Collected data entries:
---------------

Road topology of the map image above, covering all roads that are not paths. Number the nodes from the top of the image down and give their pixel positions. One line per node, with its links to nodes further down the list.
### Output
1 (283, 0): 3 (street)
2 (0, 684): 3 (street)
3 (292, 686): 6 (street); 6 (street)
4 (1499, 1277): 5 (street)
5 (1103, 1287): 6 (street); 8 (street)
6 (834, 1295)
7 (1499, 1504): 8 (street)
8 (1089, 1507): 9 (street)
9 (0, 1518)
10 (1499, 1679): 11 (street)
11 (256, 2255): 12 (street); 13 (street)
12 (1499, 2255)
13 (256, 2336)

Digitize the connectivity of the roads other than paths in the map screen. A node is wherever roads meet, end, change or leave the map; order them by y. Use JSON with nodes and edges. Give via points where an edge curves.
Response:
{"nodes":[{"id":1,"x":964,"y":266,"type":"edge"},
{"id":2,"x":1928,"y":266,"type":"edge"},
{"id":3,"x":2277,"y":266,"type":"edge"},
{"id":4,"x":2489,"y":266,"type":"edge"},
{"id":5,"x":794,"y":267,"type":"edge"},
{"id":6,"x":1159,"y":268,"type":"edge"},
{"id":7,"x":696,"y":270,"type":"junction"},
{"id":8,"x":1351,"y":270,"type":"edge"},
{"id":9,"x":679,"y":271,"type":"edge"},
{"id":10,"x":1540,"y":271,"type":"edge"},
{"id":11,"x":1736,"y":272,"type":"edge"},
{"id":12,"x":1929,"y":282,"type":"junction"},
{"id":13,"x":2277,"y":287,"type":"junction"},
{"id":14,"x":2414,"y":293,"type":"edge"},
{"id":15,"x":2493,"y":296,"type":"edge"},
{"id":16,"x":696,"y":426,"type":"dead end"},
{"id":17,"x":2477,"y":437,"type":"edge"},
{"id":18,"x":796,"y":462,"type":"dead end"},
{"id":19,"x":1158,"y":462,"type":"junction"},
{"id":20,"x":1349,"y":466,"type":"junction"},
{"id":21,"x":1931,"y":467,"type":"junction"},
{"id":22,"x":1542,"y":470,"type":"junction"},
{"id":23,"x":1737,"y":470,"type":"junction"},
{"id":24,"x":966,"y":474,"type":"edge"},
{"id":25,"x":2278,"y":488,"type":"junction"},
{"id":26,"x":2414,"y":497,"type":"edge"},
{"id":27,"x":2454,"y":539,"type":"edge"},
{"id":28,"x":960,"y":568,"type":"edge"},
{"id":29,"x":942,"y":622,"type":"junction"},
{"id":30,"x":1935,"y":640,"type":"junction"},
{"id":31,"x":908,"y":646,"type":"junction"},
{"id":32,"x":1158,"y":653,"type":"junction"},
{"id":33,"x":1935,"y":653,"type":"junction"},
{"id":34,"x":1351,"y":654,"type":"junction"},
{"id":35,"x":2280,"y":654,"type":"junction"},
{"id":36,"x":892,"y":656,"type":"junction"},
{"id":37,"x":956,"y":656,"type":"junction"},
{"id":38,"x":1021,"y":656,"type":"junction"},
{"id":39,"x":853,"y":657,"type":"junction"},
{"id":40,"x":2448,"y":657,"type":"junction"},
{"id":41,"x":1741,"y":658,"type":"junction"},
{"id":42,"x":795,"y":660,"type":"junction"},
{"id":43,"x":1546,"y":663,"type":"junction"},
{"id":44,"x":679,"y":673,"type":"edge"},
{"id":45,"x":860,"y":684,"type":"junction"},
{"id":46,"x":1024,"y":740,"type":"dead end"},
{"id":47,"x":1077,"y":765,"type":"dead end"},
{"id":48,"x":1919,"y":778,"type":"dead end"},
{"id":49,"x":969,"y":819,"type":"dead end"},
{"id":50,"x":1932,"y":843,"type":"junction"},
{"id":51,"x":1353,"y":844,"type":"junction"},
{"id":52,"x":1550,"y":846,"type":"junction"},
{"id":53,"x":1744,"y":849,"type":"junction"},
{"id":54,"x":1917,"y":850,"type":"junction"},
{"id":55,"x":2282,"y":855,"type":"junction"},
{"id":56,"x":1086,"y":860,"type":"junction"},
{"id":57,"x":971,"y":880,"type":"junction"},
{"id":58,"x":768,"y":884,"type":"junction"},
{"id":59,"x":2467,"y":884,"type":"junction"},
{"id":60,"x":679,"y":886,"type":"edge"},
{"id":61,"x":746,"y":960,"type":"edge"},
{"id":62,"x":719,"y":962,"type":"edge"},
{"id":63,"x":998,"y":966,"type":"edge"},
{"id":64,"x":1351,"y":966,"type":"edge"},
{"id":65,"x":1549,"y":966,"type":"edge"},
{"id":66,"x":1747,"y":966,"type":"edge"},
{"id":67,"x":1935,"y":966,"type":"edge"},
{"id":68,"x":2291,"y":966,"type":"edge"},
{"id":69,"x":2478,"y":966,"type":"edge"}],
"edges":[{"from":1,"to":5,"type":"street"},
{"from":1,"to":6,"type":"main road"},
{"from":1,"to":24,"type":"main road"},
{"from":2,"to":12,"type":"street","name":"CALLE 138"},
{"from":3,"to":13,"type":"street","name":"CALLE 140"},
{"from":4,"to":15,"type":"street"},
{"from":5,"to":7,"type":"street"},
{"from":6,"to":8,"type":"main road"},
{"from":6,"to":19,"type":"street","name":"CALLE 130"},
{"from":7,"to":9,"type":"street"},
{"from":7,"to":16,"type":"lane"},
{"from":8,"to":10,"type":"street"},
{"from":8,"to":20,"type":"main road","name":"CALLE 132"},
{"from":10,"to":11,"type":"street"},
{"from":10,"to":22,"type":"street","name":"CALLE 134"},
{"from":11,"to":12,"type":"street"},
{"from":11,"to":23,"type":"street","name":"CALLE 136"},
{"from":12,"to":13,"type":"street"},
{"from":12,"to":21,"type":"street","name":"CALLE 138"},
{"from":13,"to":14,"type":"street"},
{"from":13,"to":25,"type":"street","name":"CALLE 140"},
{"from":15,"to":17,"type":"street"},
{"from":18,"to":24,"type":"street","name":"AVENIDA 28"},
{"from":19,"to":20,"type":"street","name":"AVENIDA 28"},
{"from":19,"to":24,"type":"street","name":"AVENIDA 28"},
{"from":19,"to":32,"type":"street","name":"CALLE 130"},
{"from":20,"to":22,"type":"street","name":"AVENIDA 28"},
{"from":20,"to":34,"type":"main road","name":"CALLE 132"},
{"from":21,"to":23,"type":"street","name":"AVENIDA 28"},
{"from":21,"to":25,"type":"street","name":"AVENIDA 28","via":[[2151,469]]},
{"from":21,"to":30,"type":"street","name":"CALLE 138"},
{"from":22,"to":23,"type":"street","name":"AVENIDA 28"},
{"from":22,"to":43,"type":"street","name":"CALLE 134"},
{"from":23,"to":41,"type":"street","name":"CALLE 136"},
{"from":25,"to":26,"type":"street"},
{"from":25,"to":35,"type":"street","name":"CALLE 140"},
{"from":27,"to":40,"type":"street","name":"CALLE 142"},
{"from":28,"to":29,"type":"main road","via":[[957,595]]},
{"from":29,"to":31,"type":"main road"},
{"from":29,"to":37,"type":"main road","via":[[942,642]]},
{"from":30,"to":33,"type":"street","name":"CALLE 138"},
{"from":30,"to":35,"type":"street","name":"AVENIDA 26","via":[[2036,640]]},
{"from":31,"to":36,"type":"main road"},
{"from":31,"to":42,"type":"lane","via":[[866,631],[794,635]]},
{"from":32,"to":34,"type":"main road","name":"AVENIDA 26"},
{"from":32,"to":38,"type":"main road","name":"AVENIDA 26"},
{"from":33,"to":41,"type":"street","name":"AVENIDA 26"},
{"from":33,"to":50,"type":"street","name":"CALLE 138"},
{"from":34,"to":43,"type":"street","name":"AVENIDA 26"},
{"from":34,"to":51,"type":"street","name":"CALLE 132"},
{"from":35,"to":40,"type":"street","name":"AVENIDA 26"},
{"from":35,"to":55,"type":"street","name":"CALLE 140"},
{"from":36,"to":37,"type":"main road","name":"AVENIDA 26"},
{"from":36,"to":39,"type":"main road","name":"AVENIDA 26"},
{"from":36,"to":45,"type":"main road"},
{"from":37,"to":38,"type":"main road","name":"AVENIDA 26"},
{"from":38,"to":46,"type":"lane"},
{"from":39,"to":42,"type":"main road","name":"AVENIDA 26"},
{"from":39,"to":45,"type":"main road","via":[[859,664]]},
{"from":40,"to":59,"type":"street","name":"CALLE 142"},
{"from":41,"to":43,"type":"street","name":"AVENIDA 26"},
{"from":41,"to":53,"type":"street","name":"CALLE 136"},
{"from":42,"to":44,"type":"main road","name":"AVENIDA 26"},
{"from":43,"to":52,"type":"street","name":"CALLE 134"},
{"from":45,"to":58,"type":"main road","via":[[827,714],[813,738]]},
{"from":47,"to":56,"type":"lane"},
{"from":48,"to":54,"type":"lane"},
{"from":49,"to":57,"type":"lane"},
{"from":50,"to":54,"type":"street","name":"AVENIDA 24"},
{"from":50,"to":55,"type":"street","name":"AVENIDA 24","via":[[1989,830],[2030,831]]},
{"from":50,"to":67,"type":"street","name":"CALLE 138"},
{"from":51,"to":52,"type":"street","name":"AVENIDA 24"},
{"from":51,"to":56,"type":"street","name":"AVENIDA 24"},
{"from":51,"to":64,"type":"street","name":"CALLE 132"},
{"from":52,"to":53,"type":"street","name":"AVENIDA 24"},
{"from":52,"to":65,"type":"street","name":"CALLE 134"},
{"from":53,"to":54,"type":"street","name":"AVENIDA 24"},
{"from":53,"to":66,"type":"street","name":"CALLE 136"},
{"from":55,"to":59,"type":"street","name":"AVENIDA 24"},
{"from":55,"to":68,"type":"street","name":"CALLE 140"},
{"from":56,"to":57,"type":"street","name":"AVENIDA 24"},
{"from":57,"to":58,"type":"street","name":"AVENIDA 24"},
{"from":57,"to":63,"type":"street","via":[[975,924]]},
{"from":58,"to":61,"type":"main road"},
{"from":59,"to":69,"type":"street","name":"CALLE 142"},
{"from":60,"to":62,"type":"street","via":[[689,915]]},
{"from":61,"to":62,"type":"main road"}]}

---------------

Pull each line containing "lane" from the records.

{"from":7,"to":16,"type":"lane"},
{"from":31,"to":42,"type":"lane","via":[[866,631],[794,635]]},
{"from":38,"to":46,"type":"lane"},
{"from":47,"to":56,"type":"lane"},
{"from":48,"to":54,"type":"lane"},
{"from":49,"to":57,"type":"lane"},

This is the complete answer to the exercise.